Yesterday, Kelley and I stopped in a small Iowa town to lunch with an enthusiastic middle-aged filmmaker (and I use that term loosely.)  He urged us to stop on our way to St. Louis (it was a 3 hour detour) to discuss a current project.

We pulled up to an idealistic small town — gentrified “downtown” lined with shops, barbers, restaurants — and a movie house playing “Stagecoach” (very modern.)  We met the filmmaker (who I will call Mr. X.) and his intern.  They showed us an unfinished marketing video to sell the idea of moving back to Iowa from a major city.  A a city person, no video — unless it came with a free house, 4 acres and paid staff — would entice me to move to a field in the middle of Nowhereville.

The piece was too long, with cheesy music, bad acting, and although the cinematography was nice, the piece lacked oomph.  We made a few quick suggestions (cut 1/3 of it out, rearrange shots to add action and drama, and pick less hokey music.)  Satisfied with the comments, he asked us to lunch. I could tell from Kelley’s eyes he was hungry for the free meal, but not up to the consequences.

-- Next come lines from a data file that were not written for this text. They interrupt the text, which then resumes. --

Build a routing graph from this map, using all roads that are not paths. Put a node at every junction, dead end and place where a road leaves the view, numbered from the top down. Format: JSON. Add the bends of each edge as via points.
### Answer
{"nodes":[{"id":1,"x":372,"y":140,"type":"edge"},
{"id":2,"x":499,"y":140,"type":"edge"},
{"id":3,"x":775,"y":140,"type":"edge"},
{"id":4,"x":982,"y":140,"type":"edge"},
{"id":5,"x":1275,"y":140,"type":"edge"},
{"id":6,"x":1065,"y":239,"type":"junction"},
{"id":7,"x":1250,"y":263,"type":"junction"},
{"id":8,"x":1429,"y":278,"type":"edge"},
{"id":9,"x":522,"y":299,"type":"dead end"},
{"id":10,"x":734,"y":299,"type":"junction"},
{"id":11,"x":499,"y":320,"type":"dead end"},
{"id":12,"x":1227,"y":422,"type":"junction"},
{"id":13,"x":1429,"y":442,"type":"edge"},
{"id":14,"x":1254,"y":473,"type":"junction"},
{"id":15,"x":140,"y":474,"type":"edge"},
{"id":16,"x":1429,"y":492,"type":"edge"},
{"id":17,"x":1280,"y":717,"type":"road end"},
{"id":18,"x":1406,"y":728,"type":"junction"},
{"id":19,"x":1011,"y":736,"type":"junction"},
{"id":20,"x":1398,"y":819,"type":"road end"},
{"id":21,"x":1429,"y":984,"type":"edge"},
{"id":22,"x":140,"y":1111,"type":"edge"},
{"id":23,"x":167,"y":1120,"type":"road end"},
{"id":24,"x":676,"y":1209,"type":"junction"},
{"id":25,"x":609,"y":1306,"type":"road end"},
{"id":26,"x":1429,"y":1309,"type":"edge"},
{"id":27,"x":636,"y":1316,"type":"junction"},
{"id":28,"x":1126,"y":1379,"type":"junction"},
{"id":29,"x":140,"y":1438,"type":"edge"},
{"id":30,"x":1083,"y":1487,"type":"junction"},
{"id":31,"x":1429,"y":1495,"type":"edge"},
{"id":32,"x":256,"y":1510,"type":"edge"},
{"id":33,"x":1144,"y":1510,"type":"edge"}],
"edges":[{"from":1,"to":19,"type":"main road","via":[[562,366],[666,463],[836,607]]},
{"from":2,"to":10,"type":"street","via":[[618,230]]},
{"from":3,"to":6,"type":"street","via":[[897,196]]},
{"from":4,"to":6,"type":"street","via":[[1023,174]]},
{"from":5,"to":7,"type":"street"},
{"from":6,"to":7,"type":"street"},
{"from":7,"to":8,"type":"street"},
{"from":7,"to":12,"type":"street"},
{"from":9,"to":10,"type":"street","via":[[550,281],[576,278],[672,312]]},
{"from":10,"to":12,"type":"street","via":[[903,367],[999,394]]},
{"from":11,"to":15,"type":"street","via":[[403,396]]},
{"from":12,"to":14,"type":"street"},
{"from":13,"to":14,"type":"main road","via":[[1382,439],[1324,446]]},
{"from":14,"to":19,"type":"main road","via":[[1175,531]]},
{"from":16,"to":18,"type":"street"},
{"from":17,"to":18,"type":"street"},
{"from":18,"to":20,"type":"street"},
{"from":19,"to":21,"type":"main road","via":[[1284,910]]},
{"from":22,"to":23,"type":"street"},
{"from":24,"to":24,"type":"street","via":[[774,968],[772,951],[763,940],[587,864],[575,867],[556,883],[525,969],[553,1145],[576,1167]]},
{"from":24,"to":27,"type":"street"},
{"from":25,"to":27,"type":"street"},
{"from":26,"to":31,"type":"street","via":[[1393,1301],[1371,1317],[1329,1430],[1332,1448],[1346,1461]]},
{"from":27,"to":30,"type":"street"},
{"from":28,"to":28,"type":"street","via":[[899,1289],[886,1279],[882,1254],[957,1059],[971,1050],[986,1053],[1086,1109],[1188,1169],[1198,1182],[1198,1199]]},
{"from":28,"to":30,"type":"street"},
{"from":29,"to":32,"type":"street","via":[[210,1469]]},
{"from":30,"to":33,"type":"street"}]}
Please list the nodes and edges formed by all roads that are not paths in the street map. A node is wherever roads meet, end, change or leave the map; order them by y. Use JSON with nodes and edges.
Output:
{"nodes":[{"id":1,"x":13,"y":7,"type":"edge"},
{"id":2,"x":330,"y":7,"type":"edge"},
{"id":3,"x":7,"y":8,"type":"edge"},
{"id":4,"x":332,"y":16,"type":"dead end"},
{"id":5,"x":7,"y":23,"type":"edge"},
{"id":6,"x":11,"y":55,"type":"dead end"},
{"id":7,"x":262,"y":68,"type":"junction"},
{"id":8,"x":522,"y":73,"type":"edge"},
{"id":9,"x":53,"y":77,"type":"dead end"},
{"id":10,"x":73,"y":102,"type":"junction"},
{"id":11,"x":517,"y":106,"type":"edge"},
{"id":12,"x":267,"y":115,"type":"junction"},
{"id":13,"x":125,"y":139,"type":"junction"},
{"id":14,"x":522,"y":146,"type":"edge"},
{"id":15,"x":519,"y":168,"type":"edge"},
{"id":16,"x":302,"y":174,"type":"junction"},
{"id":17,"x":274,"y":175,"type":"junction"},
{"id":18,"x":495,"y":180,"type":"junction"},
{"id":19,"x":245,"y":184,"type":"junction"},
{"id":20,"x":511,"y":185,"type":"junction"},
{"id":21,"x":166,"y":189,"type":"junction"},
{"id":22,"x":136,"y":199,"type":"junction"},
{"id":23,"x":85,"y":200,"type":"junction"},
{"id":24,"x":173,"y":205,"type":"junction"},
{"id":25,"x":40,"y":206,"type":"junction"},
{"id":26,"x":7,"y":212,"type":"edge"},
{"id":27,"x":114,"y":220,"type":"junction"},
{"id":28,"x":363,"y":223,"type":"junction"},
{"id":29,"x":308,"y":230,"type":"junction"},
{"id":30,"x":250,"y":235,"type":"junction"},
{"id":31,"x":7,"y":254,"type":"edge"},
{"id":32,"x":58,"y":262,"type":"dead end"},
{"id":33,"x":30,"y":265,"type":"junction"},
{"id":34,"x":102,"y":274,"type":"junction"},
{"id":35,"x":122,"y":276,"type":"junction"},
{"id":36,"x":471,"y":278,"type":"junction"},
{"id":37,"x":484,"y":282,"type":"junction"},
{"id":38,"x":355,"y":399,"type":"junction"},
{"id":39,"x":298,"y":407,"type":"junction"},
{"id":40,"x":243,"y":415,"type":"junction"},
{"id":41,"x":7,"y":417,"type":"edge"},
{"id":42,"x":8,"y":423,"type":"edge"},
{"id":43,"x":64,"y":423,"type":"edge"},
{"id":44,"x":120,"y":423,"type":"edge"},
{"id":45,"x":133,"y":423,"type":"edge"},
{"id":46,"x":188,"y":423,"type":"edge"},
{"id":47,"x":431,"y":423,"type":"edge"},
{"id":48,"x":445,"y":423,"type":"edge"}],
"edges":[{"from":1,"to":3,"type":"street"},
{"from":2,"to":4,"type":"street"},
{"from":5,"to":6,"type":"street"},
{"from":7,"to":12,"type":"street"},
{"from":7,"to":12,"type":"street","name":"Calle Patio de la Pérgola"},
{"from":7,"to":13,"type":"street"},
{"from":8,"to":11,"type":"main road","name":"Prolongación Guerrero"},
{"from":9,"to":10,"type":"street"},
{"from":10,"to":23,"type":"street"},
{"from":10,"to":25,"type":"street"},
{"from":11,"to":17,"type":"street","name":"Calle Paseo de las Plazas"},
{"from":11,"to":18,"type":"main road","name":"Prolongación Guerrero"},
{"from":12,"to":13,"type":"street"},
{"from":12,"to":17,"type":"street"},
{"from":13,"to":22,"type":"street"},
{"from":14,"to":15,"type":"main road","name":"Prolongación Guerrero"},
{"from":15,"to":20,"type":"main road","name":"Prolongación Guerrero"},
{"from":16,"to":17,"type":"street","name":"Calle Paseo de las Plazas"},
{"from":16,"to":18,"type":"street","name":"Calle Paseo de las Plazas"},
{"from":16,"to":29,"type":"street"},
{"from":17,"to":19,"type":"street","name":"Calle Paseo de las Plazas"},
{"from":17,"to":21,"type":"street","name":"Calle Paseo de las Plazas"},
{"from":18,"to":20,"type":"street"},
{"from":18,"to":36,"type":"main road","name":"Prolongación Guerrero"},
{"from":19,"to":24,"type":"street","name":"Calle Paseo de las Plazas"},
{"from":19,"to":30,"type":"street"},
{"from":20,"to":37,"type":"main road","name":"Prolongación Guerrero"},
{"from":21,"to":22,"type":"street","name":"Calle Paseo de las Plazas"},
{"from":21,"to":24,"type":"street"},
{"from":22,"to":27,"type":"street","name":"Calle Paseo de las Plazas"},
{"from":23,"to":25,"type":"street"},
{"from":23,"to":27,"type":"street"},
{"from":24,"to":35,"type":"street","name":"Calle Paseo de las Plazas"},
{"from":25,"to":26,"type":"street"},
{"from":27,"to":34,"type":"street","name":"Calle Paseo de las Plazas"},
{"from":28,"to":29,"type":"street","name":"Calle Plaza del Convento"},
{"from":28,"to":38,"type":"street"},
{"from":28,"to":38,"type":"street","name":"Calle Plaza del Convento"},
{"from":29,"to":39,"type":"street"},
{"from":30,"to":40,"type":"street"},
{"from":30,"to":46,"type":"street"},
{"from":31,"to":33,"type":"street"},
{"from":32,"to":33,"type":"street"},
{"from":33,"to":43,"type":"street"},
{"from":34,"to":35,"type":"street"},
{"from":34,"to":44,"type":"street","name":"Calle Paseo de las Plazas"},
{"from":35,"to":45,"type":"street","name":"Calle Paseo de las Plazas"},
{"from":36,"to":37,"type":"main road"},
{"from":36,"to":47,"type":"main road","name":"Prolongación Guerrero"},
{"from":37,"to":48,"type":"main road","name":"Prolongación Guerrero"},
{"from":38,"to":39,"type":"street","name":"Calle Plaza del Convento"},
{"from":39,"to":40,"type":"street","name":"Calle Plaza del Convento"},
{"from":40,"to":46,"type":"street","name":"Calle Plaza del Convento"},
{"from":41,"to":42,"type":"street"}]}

At the sandwich shop — which, by the way, was actually quite good, although the decor was NYC based and I believe that the only people in the restaurant to ever step food on Manhattan had just pulled into town with a dog in tow — Mr. X started to kiss butt.  Now, I am a great ass kisser — I have always been.  I have schmoozed professors into forgetting about papers and grades; talked clients into design projects I had no idea how to create; and on a daily basis, seem to convince people that I know what I am talking about.  It is a skill that has taken me lifetime to perfect — and I am proud of my talents.  Mr. X was out of his league.

First, he name dropped.  “I know So-and-So,” and “When I worked for Big-Name-Here” never impress me. I could see from Kelley’s darting looks that he was less than enthused, also.

Next came the Quotation Dictionary. Now, I like to quote my idols — after all, I respect them because of their accomplishments — and often their words of wisdom are worth repeating.  But when you begin every other sentence with “You know, Oscar-Winning-Director always said…” I wonder if you have you own thoughts or opinions.  Yes, being well read is important.  Yes, knowing the lessons from the past will get you farther with less aggravation.  But such a technique is to be used sparingly — not to the point where I was about to place a bet on who he would quote next.

Having sensed Kelley’s increasing frustration (and I will not go into his cringing every time Mr. X called him the Angry Filmmaker), I looked at my watch and said we had to get a move on — I wanted to arrive in St. Louis before dark.

I felt bad that, once again, we met filmmakers who are frustrated by their lack of resources and film community. I know that if Mr. X banded together with others in his college town and surrounding cities (of which I know there are others in the same boat), he would be more confident in his abilities — and create works which focus on his strengths.

Ultimately, he bought $80 of merchandise and paid for lunch — so that was an upside.  And a few hours later, he emailed to say he followed our advice and the commercial was much tighter — so the meeting was not a total loss.